EXERCISE PROMPT:
A faithful copy of the data is the goal; set it down exactly, without the images.

MATERIAL PROVIDED:
──────────────────────────────
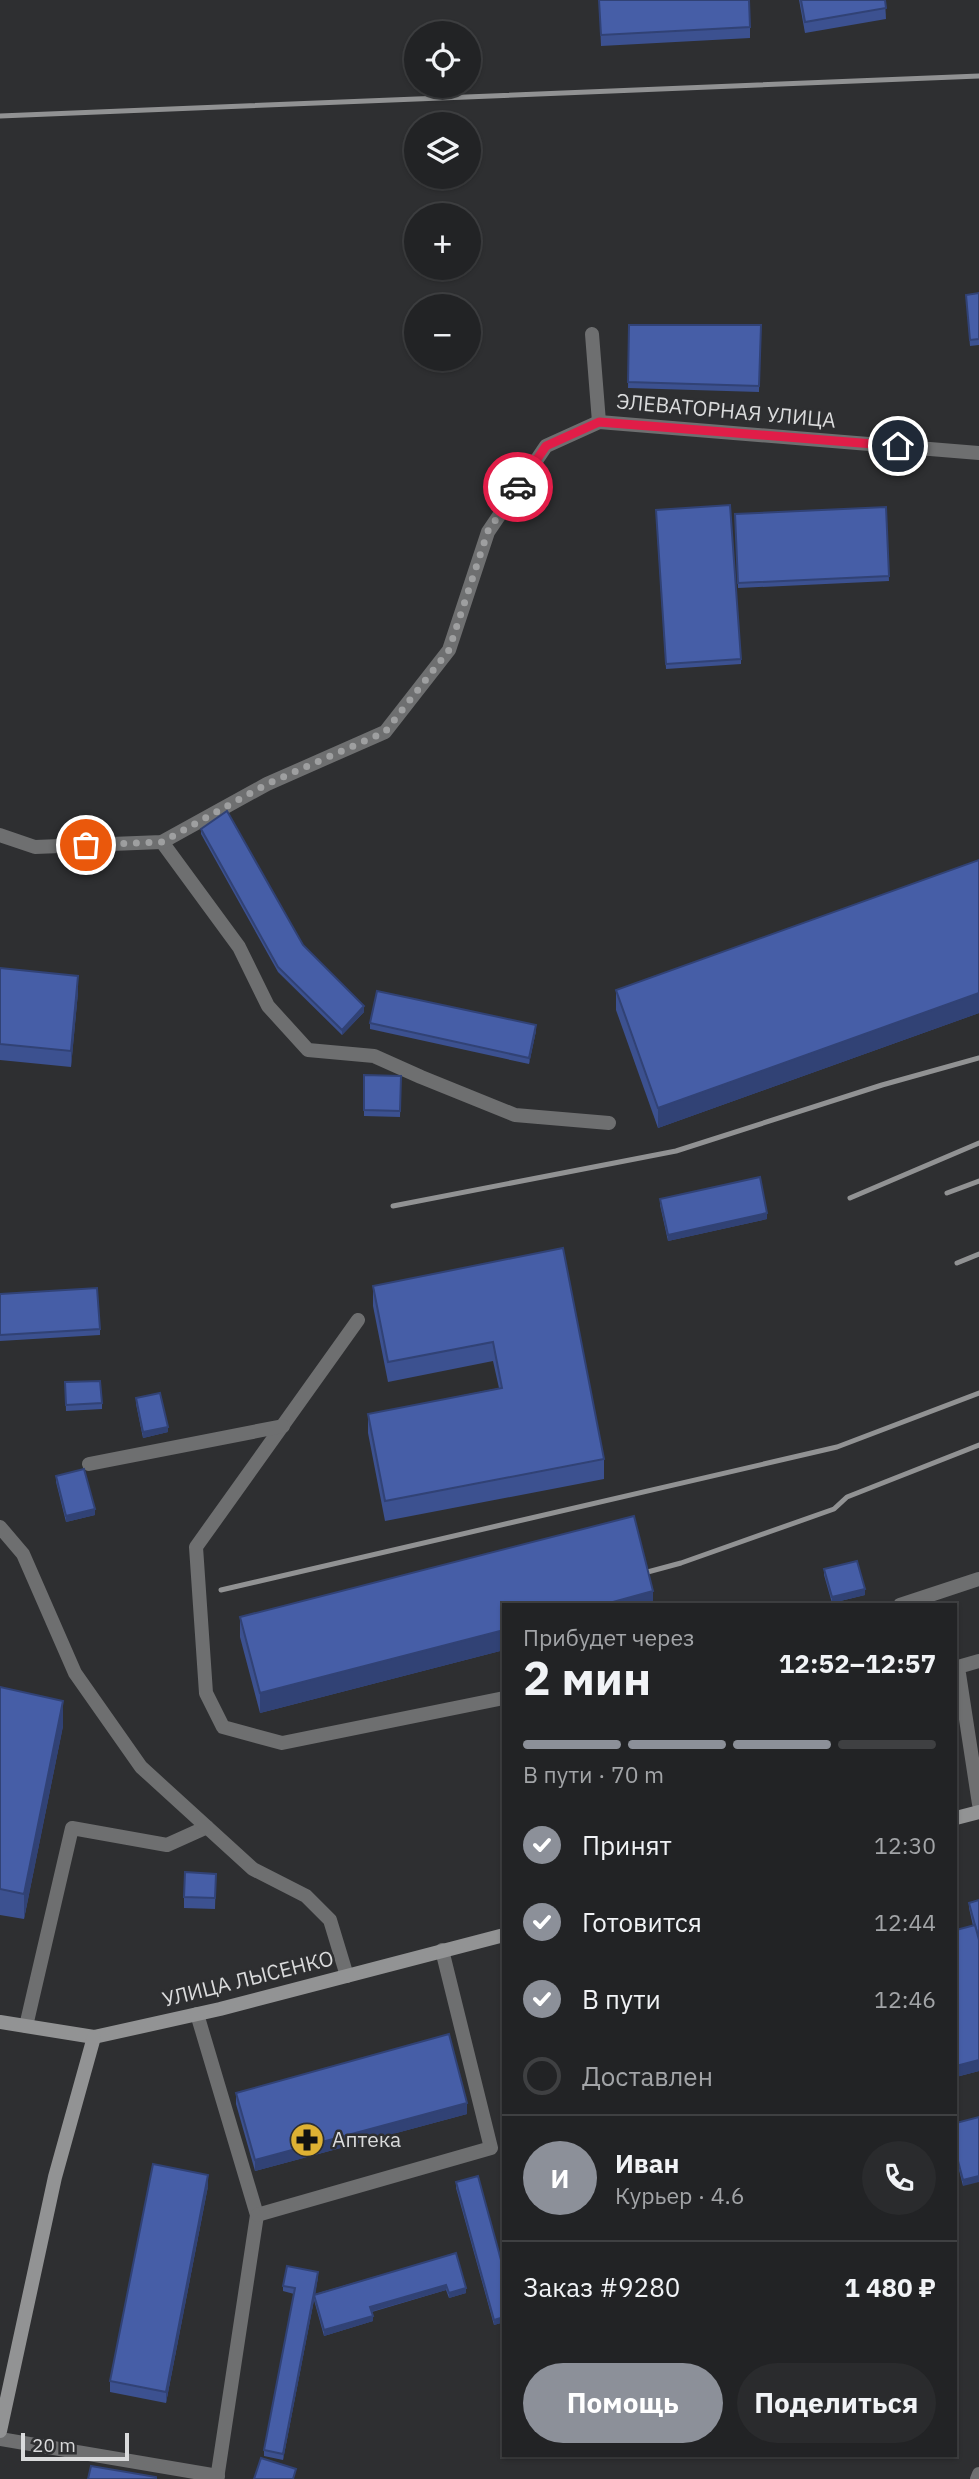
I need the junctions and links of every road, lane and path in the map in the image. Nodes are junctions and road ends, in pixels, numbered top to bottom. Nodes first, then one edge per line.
1 (592, 334) dead end
2 (599, 422) junction
3 (979, 453) edge
4 (0, 835) edge
5 (162, 842) junction
6 (609, 1123) dead end
7 (358, 1320) dead end
8 (283, 1426) junction
9 (89, 1464) dead end
10 (0, 1528) edge
11 (979, 1579) edge
12 (906, 1603) edge
13 (979, 1661) edge
14 (502, 1698) edge
15 (961, 1726) edge
16 (979, 1804) edge
17 (979, 1812) edge
18 (957, 1818) edge
19 (206, 1827) junction
20 (502, 1935) edge
21 (442, 1950) junction
22 (347, 1976) junction
23 (197, 2014) junction
24 (0, 2022) edge
25 (26, 2026) junction
26 (93, 2037) junction
27 (257, 2215) junction
28 (0, 2431) edge
29 (0, 2440) edge
30 (979, 2474) edge
31 (218, 2478) edge
32 (977, 2479) edge

1 - 2 street
2 - 3 street, ЭЛЕВАТОРНАЯ УЛИЦА
2 - 5 street, ЭЛЕВАТОРНАЯ УЛИЦА
4 - 5 street, ЭЛЕВАТОРНАЯ УЛИЦА
5 - 6 street
7 - 8 street
8 - 9 street
8 - 14 street
10 - 19 street
11 - 12 street
13 - 15 street
15 - 16 street
17 - 18 main road
19 - 22 street
19 - 25 street
20 - 21 main road, УЛИЦА ЛЫСЕНКО
21 - 22 main road, УЛИЦА ЛЫСЕНКО
21 - 27 street
22 - 23 main road, УЛИЦА ЛЫСЕНКО
23 - 26 main road, УЛИЦА ЛЫСЕНКО
23 - 27 street
24 - 25 main road, УЛИЦА ЛЫСЕНКО
25 - 26 main road, УЛИЦА ЛЫСЕНКО
26 - 28 main road
27 - 31 street
29 - 31 street
30 - 32 street

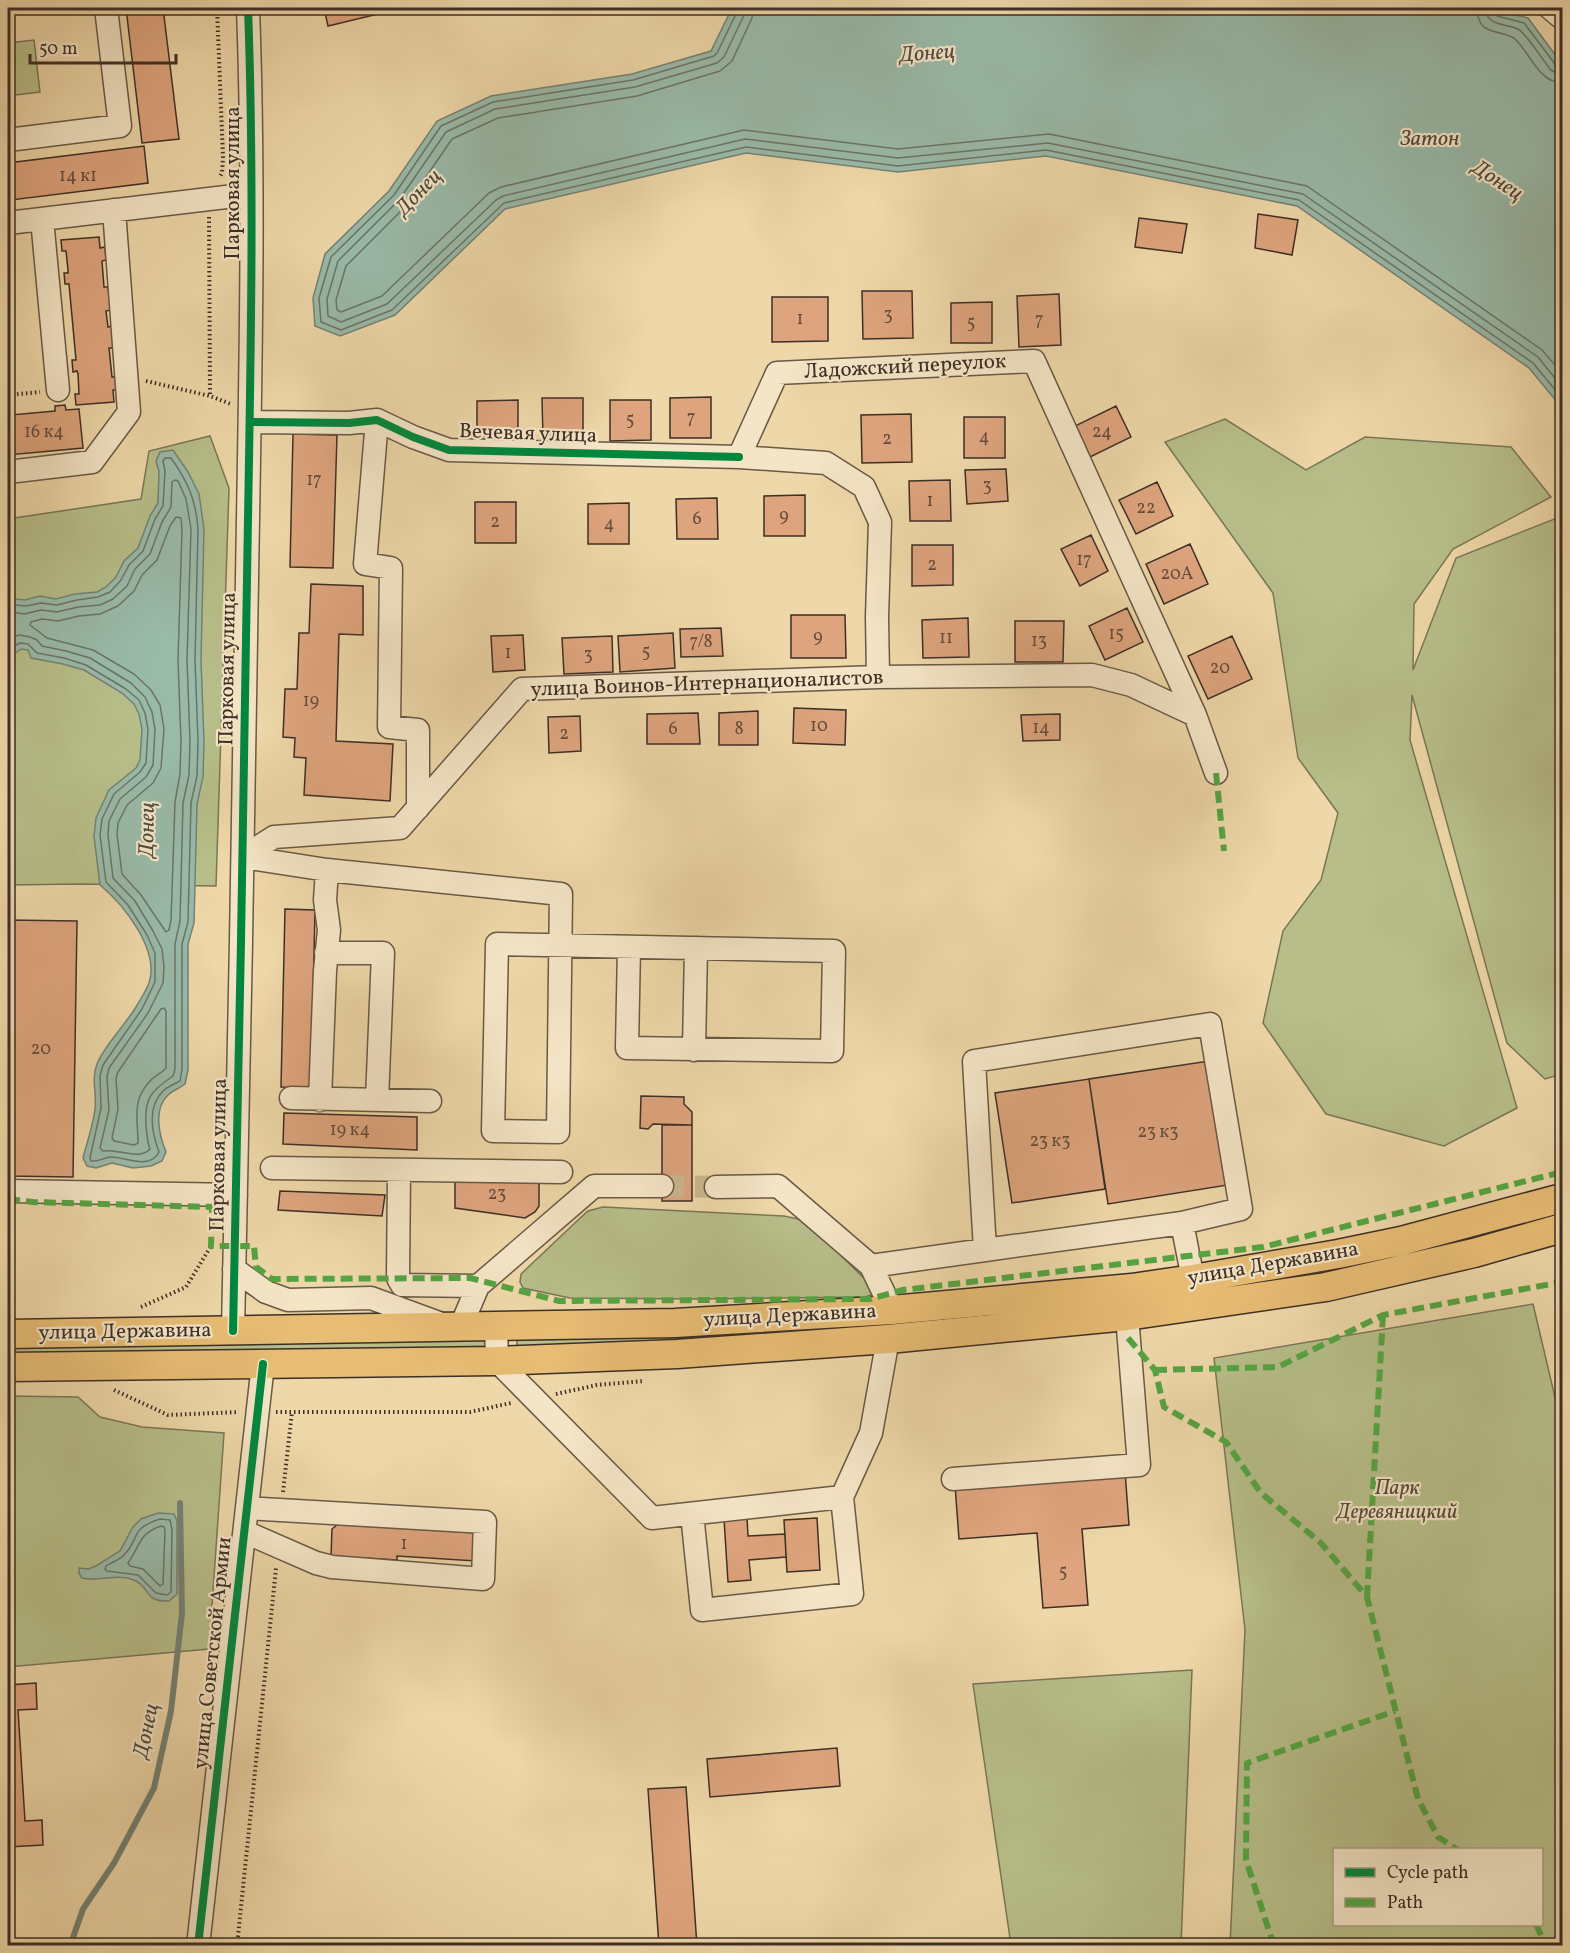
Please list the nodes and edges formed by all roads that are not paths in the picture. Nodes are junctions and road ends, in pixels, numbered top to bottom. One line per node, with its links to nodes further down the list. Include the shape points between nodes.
──────────────────────────────
ANSWER FOR THIS EXERCISE:
I need the junctions and links of every road, lane and path in the map in the image. Nodes are junctions and road ends, in pixels, numbered top to bottom. Nodes first, then one edge per line.
1 (592, 334) dead end
2 (599, 422) junction
3 (979, 453) edge
4 (0, 835) edge
5 (162, 842) junction
6 (609, 1123) dead end
7 (358, 1320) dead end
8 (283, 1426) junction
9 (89, 1464) dead end
10 (0, 1528) edge
11 (979, 1579) edge
12 (906, 1603) edge
13 (979, 1661) edge
14 (502, 1698) edge
15 (961, 1726) edge
16 (979, 1804) edge
17 (979, 1812) edge
18 (957, 1818) edge
19 (206, 1827) junction
20 (502, 1935) edge
21 (442, 1950) junction
22 (347, 1976) junction
23 (197, 2014) junction
24 (0, 2022) edge
25 (26, 2026) junction
26 (93, 2037) junction
27 (257, 2215) junction
28 (0, 2431) edge
29 (0, 2440) edge
30 (979, 2474) edge
31 (218, 2478) edge
32 (977, 2479) edge

1 - 2 street
2 - 3 street, ЭЛЕВАТОРНАЯ УЛИЦА
2 - 5 street, ЭЛЕВАТОРНАЯ УЛИЦА
4 - 5 street, ЭЛЕВАТОРНАЯ УЛИЦА
5 - 6 street
7 - 8 street
8 - 9 street
8 - 14 street
10 - 19 street
11 - 12 street
13 - 15 street
15 - 16 street
17 - 18 main road
19 - 22 street
19 - 25 street
20 - 21 main road, УЛИЦА ЛЫСЕНКО
21 - 22 main road, УЛИЦА ЛЫСЕНКО
21 - 27 street
22 - 23 main road, УЛИЦА ЛЫСЕНКО
23 - 26 main road, УЛИЦА ЛЫСЕНКО
23 - 27 street
24 - 25 main road, УЛИЦА ЛЫСЕНКО
25 - 26 main road, УЛИЦА ЛЫСЕНКО
26 - 28 main road
27 - 31 street
29 - 31 street
30 - 32 street

Please list the nodes and edges formed by all roads that are not paths in the picture. Nodes are junctions and road ends, in pixels, numbered top to bottom. One line per node, with its links to nodes further down the list. Include the shape points between nodes.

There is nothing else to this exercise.